KiwiSaver has certainly been a success when it comes to creating a pool of retirement assets. A June survey by Morningstar showed assets in KiwiSaver schemes exceeded $15 billion. However, just 1.3 per cent of this pool was invested in a bunch of "other" assets, of which private equity forms a part.
This is a paltry sum, given that the industry raised on the order of $1 billion over the five years to the end of last year, according to the New Zealand Private Equity & Venture Capital Association.
Meanwhile, almost 12 per cent of the KiwiSaver pool, about $1.8 billion, was invested in NZX-listed companies. This makes little sense.
SMEs are the engine of our economy. By some estimates, more than 85 per cent of our gross domestic product is generated by SMEs, of which there are more than 30,000 with at least 10 employees. Compared with other countries, New Zealand is very much a "private economy".
So how do we address this? As a starting point we have to get rid of the structural impediments, and there are at least two.
First, the KiwiSaver Act 2006 says providers must act within 35 days on a member's request to transfer between schemes.

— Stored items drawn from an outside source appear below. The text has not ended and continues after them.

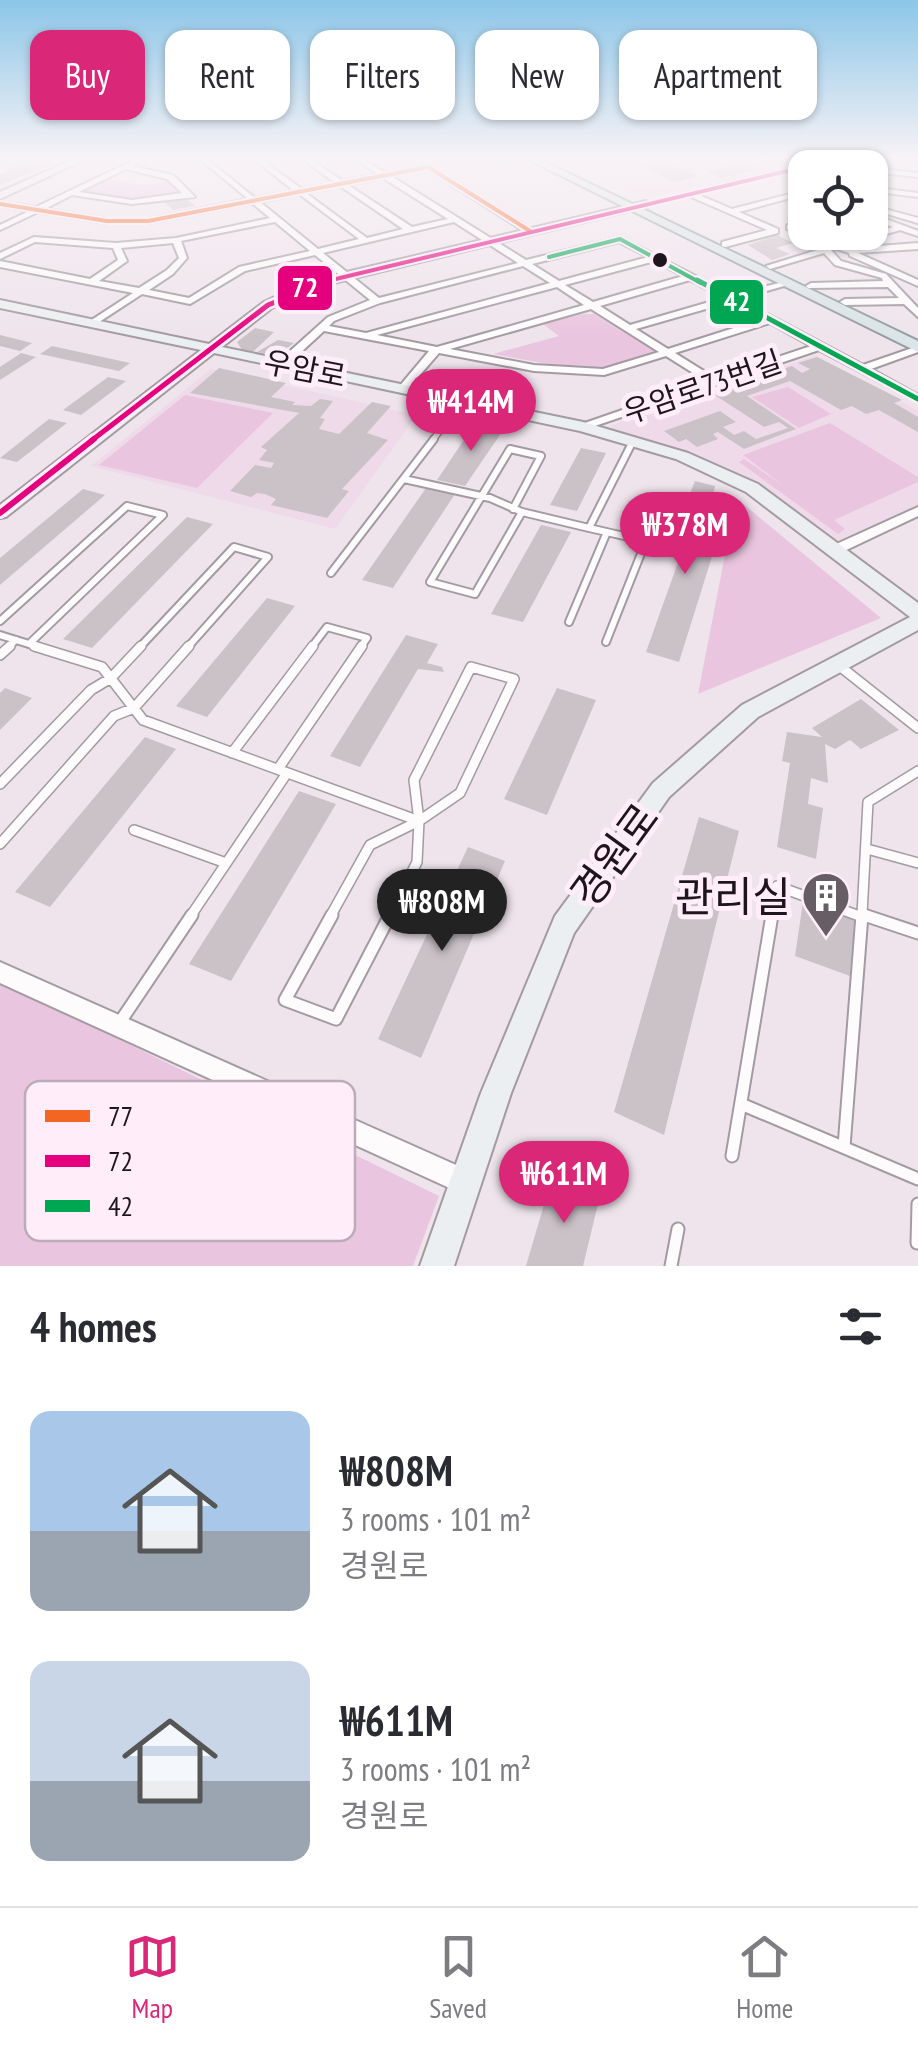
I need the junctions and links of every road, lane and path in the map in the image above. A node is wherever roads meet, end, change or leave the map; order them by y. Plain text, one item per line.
1 (74, 219) edge
2 (115, 219) edge
3 (153, 219) edge
4 (276, 219) joint
5 (337, 219) edge
6 (394, 219) edge
7 (511, 219) edge
8 (580, 219) edge
9 (667, 219) edge
10 (670, 219) edge
11 (746, 219) edge
12 (454, 220) joint
13 (888, 222) edge
14 (62, 225) dead end
15 (901, 227) junction
16 (788, 228) edge
17 (410, 230) junction
18 (530, 231) junction
19 (774, 231) junction
20 (888, 231) edge
21 (48, 232) dead end
22 (918, 234) edge
23 (34, 239) junction
24 (176, 240) junction
25 (365, 240) junction
26 (488, 240) junction
27 (724, 244) junction
28 (116, 246) junction
29 (888, 246) edge
30 (918, 246) edge
31 (315, 250) junction
32 (823, 250) edge
33 (836, 250) edge
34 (0, 256) edge
35 (656, 258) junction
36 (525, 263) junction
37 (0, 264) edge
38 (770, 266) junction
39 (344, 276) junction
40 (691, 277) junction
41 (888, 277) junction
42 (91, 282) junction
43 (788, 282) junction
44 (918, 283) edge
45 (558, 284) junction
46 (811, 286) junction
47 (139, 292) junction
48 (732, 298) junction
49 (904, 300) junction
50 (377, 301) junction
51 (845, 302) junction
52 (0, 304) edge
53 (592, 306) junction
54 (918, 314) edge
55 (770, 320) junction
56 (93, 323) junction
57 (322, 328) junction
58 (628, 328) junction
59 (364, 336) junction
60 (918, 338) edge
61 (820, 346) junction
62 (211, 348) junction
63 (918, 348) edge
64 (436, 350) junction
65 (668, 354) junction
66 (283, 363) junction
67 (862, 369) junction
68 (714, 382) junction
69 (403, 388) junction
70 (918, 399) edge
71 (583, 426) junction
72 (442, 428) dead end
73 (633, 441) junction
74 (404, 479) junction
75 (482, 496) junction
76 (664, 502) dead end
77 (517, 510) junction
78 (918, 512) edge
79 (0, 514) edge
80 (589, 528) junction
81 (607, 532) junction
82 (646, 541) junction
83 (837, 549) junction
84 (331, 573) dead end
85 (918, 613) edge
86 (0, 621) edge
87 (918, 621) edge
88 (569, 622) dead end
89 (0, 634) edge
90 (16, 640) junction
91 (606, 642) dead end
92 (29, 644) junction
93 (0, 655) edge
94 (838, 664) junction
95 (111, 678) junction
96 (134, 708) junction
97 (918, 728) edge
98 (232, 753) junction
99 (282, 771) junction
100 (918, 771) edge
101 (0, 784) edge
102 (419, 821) junction
103 (134, 830) dead end
104 (0, 844) edge
105 (867, 849) junction
106 (918, 862) edge
107 (226, 864) junction
108 (862, 914) junction
109 (918, 933) edge
110 (0, 972) edge
111 (118, 1026) junction
112 (240, 1081) edge
113 (740, 1104) junction
114 (355, 1133) edge
115 (844, 1147) junction
116 (732, 1156) dead end
117 (918, 1179) edge
118 (465, 1182) junction
119 (918, 1204) edge
120 (678, 1230) dead end
121 (917, 1243) edge
122 (437, 1266) edge
123 (672, 1266) edge

1 - 14 street
2 - 3 street
4 - 24 street
4 - 31 street
5 - 25 street
6 - 17 street
7 - 18 street
8 - 18 street
9 - 43 main road
10 - 27 main road
11 - 19 street
12 - 17 street
12 - 26 street
13 - 15 street
15 - 20 street
15 - 22 street
16 - 19 street
17 - 25 street
18 - 26 street
19 - 27 street
21 - 23 street
23 - 28 street
23 - 34 street
24 - 28 street
24 - 47 street
25 - 31 street
26 - 36 street
26 - 39 street
27 - 38 main road
28 - 42 street
29 - 30 street
31 - 39 street
31 - 47 street
32 - 38 street
33 - 41 street
35 - 36 street
35 - 40 street
35 - 45 street
36 - 45 street
36 - 50 street
37 - 42 street
38 - 46 main road
39 - 50 street
39 - 62 street
40 - 48 street
40 - 53 street
41 - 44 street
41 - 46 street
41 - 49 street
42 - 47 street
43 - 48 street
43 - 63 main road
45 - 53 street
45 - 59 street
46 - 51 main road
47 - 56 street
48 - 55 street
48 - 58 street
49 - 51 street
49 - 54 street
50 - 57 street
51 - 60 main road
52 - 56 street, 우암로
53 - 58 street
53 - 64 street
55 - 61 street
55 - 65 street
56 - 62 street, 우암로
57 - 59 street
57 - 66 street
58 - 65 street
59 - 64 street
61 - 67 street
61 - 68 street, 우암로73번길
62 - 66 street, 우암로
62 - 79 street
63 - 67 street
64 - 65 street
64 - 69 street
65 - 68 street
66 - 69 street, 우암로
67 - 70 street
68 - 71 street, 우암로73번길
69 - 71 street, 우암로
71 - 73 street, 우암로
72 - 74 lane
73 - 80 lane
73 - 83 street, 우암로
74 - 75 lane
74 - 84 lane
75 - 77 lane
75 - 77 lane
75 - 77 lane
76 - 82 lane
77 - 80 lane
78 - 83 street
80 - 81 lane
81 - 82 lane
81 - 88 lane
82 - 91 lane
83 - 85 street, 우암로
86 - 92 lane
87 - 94 street, 경원로
89 - 90 lane
90 - 92 lane
90 - 93 lane
92 - 95 lane
94 - 97 lane
94 - 118 street, 경원로
95 - 96 lane
95 - 96 lane
95 - 101 lane
96 - 98 lane
96 - 104 lane
98 - 99 lane
98 - 99 lane
99 - 102 lane
99 - 107 lane
100 - 105 lane
102 - 102 lane
102 - 102 lane
103 - 107 lane
105 - 106 lane
105 - 108 lane
107 - 111 lane
108 - 109 lane
108 - 113 lane
108 - 115 lane
110 - 111 street
111 - 112 street
113 - 115 lane
113 - 116 lane
114 - 118 street
115 - 117 lane
118 - 122 street, 경원로
119 - 121 lane
120 - 123 lane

This is a problem because private equity is not a liquid investment. As a result, providers (rightly) avoid it in a world where members can shift schemes as often as they like on short notice.
Instead, providers should be permitted to set the redemption periods of schemes to match their investment strategies.
Then members can freely choose to invest in schemes that have long or short redemption periods which match their appetite for investment in illiquid assets such as private equity.
A second impediment is a rule in the Act that says a KiwiSaver may be a member of only one scheme. This is a problem because, simply put, some fund managers are better than others.
Under a multi-membership model, individuals would be able to allocate their retirement savings across schemes.
Making just these two changes would be a good start to positioning New Zealand to benefit from the billions of dollars KiwiSavers are putting aside for their retirement.